#### Data for analysis ####

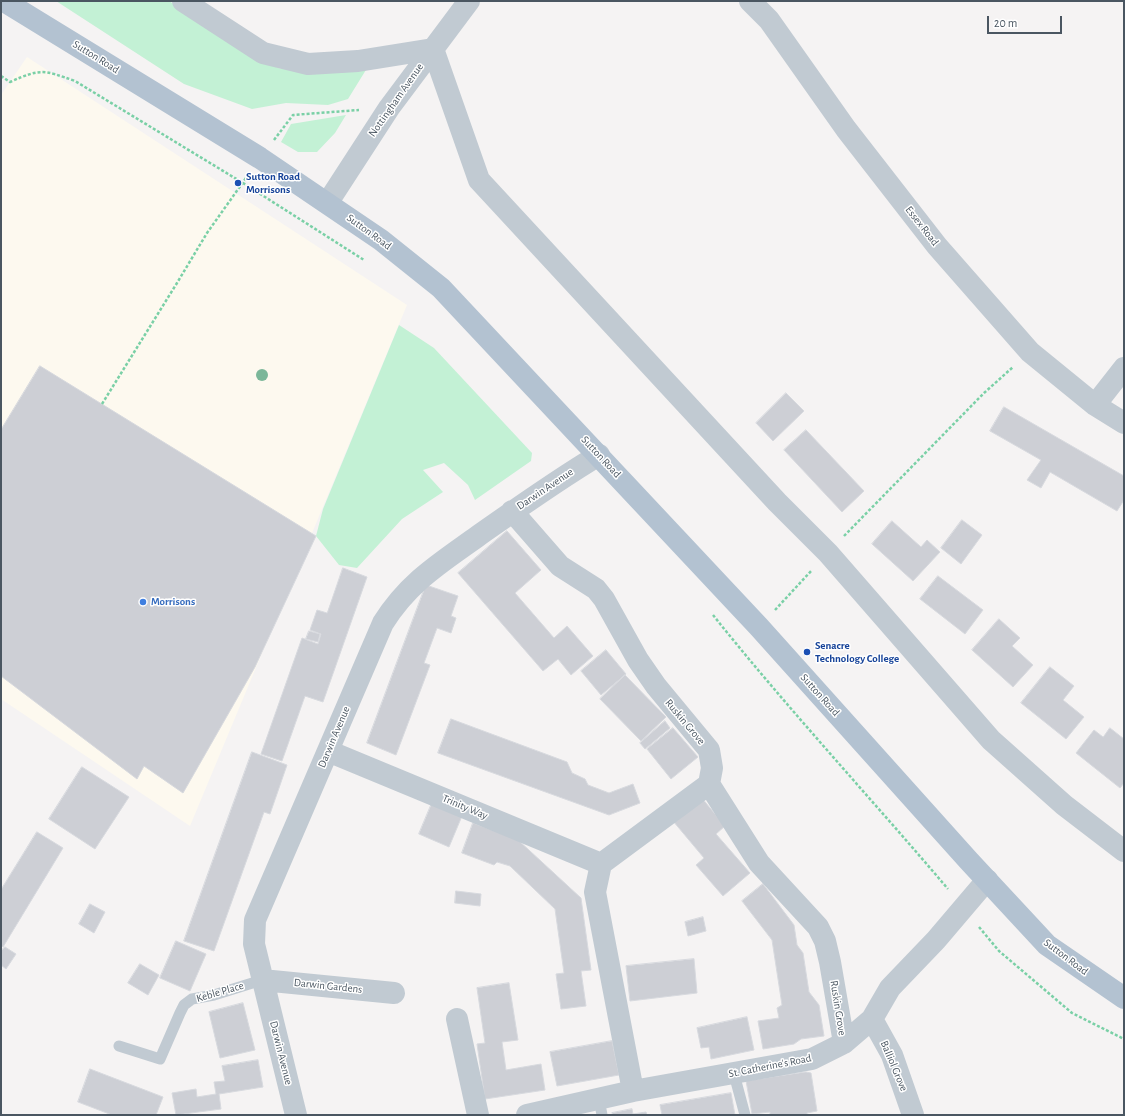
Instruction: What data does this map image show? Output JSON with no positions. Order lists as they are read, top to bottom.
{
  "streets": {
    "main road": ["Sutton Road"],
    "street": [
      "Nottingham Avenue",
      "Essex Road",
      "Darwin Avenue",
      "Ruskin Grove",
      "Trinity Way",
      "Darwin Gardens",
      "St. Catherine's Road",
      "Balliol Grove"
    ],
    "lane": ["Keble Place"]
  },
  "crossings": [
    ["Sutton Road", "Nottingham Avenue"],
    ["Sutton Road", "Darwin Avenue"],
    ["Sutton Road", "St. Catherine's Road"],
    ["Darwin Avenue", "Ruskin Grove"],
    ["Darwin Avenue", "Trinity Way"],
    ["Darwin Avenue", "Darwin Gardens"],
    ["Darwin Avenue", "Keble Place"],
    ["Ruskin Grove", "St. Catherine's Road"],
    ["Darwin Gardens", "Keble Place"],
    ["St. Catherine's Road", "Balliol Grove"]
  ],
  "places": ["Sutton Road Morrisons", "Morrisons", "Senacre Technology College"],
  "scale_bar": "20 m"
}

####

__Requirement__
Every line of the entries above that includes "Darwin" should be copied.

__Exercise response__
      "Darwin Avenue",
      "Darwin Gardens",
    ["Sutton Road", "Darwin Avenue"],
    ["Darwin Avenue", "Ruskin Grove"],
    ["Darwin Avenue", "Trinity Way"],
    ["Darwin Avenue", "Darwin Gardens"],
    ["Darwin Avenue", "Keble Place"],
    ["Darwin Gardens", "Keble Place"],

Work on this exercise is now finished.